Here’s my review for “The Terminator:”
To start, the musical score is fantastic. It’s a shame that most people are familiar only with the film’s opening theme. Even those who have seen “The Terminator” beginning to end likely only know the “da-da-da-da-dum” of the drums played in the opening titles. Make no mistake; the opening score is great, but it’s far from the only good theme in the film. The music that plays as Reese (Michael Biehn), having recently arrived in ’84 and looking for clothes, runs from the police is uneasy without being overly aggressive. In contrast, the acoustic melody that plays when Sarah (Linda Hamilton) is introduced is gentle, matching the relative normality and calmness of her pre-fighting life. One of the most striking moments comes at a nightclub, when a song playing within the story of the film fades to musical booms, and the score picks up when Sarah and Reese are on the run in an alleyway. One of the film’s best scores has to be one that accompanies them escaping a police station. In a dream of Sarah’s that shows a robot-dominated future, the music is haunting yet beautiful. When Reese tells Sarah more about his childhood in a motel, an emotional piano score plays. The music of the third act is indescribably great.

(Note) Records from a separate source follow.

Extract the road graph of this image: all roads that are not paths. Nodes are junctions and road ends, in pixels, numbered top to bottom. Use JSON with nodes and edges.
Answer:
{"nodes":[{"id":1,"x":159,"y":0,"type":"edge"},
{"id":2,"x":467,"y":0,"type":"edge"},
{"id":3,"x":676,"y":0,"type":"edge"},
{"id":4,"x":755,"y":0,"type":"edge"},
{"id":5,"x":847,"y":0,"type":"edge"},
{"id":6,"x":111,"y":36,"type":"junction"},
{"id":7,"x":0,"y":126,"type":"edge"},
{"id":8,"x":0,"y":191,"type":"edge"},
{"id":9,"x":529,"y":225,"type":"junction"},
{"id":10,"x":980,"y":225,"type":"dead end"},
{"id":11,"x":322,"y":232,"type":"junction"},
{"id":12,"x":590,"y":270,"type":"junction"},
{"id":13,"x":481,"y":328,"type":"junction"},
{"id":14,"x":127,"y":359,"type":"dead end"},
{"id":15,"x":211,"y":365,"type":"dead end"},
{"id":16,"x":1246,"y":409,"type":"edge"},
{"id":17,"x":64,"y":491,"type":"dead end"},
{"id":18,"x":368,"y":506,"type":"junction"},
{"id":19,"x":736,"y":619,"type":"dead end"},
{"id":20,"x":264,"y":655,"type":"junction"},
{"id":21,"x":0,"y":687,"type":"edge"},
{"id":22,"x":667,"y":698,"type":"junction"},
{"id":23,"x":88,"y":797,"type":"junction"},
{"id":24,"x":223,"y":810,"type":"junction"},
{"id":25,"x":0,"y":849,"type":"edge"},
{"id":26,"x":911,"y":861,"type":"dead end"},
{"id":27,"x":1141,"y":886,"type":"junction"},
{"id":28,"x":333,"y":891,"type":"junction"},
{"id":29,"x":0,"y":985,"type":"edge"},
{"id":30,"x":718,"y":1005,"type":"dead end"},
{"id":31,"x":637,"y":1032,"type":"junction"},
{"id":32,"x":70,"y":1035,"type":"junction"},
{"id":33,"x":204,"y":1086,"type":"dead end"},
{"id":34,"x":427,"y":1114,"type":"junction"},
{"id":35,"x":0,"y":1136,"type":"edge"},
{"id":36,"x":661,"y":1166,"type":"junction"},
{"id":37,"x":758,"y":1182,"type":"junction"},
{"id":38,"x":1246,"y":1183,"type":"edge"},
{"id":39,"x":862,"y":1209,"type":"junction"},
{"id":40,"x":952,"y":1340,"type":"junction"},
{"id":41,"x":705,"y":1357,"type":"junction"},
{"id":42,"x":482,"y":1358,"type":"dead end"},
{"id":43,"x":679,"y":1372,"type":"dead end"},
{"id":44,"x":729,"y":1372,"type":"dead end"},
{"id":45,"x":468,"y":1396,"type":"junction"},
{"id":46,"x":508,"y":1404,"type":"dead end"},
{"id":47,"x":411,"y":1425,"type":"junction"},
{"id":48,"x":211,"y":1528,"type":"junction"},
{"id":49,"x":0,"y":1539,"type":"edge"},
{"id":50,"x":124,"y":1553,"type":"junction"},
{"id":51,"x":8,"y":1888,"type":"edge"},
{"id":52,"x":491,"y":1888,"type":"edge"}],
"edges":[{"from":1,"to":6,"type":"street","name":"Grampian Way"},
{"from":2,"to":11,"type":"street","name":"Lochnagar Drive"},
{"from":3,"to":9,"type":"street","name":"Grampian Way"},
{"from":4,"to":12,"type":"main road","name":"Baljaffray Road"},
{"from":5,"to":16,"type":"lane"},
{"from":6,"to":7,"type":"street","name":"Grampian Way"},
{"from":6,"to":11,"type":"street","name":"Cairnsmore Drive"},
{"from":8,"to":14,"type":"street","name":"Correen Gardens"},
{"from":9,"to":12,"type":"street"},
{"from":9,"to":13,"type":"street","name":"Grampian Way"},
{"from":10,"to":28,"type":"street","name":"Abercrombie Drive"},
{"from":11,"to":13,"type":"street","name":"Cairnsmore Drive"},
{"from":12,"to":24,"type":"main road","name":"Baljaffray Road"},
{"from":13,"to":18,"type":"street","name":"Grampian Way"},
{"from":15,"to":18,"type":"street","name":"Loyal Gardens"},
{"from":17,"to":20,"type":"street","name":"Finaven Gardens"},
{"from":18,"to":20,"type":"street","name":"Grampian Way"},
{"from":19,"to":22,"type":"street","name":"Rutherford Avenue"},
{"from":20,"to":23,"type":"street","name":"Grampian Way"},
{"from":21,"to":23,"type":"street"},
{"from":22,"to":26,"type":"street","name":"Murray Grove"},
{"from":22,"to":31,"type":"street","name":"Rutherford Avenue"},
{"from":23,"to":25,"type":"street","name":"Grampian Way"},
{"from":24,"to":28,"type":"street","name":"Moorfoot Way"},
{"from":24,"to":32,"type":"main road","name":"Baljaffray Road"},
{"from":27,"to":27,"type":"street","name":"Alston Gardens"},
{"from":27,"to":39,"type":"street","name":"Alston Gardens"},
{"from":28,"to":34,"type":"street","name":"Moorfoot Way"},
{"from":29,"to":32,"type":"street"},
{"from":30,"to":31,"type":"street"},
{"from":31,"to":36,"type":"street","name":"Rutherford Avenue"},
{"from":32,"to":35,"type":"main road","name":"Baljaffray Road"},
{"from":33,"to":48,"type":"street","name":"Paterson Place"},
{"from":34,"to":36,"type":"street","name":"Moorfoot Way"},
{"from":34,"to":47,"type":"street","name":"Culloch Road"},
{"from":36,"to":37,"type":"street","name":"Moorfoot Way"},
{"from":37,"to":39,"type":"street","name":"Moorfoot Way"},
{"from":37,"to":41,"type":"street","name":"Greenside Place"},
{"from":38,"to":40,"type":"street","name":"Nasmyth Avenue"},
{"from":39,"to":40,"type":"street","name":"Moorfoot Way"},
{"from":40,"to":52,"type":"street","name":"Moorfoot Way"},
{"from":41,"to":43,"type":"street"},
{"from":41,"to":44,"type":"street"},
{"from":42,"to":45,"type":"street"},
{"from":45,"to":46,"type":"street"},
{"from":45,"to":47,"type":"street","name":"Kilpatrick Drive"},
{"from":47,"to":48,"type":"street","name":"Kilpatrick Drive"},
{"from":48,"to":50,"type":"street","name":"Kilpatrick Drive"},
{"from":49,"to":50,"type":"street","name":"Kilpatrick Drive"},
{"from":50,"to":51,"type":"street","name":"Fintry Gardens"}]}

“The Terminator” is visually impressive as well. There are multiple distinct looks for different moods, scenes and settings. Scenes with Sarah living a normal life are bright and colorful. Scenes with the Terminator (Arnold Schwarzenegger), Reese or Sarah once she is on the run from the Terminator are dark visually and lack the vibrance of the latter. Scenes set in 2029 are the darkest visually and a sad blue. Though, some of the special effects are dated; lightning is clearly computer generated, some shots in the last duel are stop motion and some shots in the opening scene may be CG as well; one can overlook them when judging them against the standards of their time.
The cinematography isn’t anything great, but it’s competent enough. “The Terminator” makes three killings shown not on screen, but implied through shots of the Terminator firing his gun, and the silence of his victims. A shot with Sarah as the subject turns into a shot with Reese as the subject. When Reese further explains his background to Sarah, close-ups let the audience see the emotion in both of their faces. Shots near the end of the film aren’t especially well composed, but are emotionally heavy due to their context in the story.
As for the best scenes in the film, the opening scene, despite having some fake looking (by today’s standards) visuals does do a good job setting up a grim atmosphere. The opening credits have an awe-inducing graphic design. Both the Terminator and Reese have great introductions; the Terminator appearing in the year with bold posture, unflinching and always ready to fight, and Reese as a man who has clearly stumbled into a setting that he is not comfortable with. Sarah’s introduction is good as well, showing she lives in a safe, comparatively friendly environment yet struggles with her everyday job. There are a handful of what one might consider mini-twists, executed in a matter of minutes rather than throughout the film’s story, but none of them are executed poorly, few if any feel unnatural and most are executed quite well. “The Terminator” features many great instances of cross cutting. A scene in a police station is excellent, as is Sarah’s vision of the future. An emotional scene between Sarah and Reese is great, and the final showdown is wildly entertaining with a nail-biting duel. Last but not least, the ending is superb.
This isn’t to say the film is perfect. There is one scene that goes on for too long. Robots are bulletproof, resemble humans and can take over the Earth but cannot see in any colors other than red, black and white. Sarah and Reese’s relationship feels rushed considering that Reese convinces her in mere hours to believe in his situation. Human characters survive situations that should kill them. But those flaws can be overlooked when a film has a great number of top-notch scenes and moments from beginning to end that form one of the greatest, most built up, most entertainingly action packed science fiction films of the 1980s.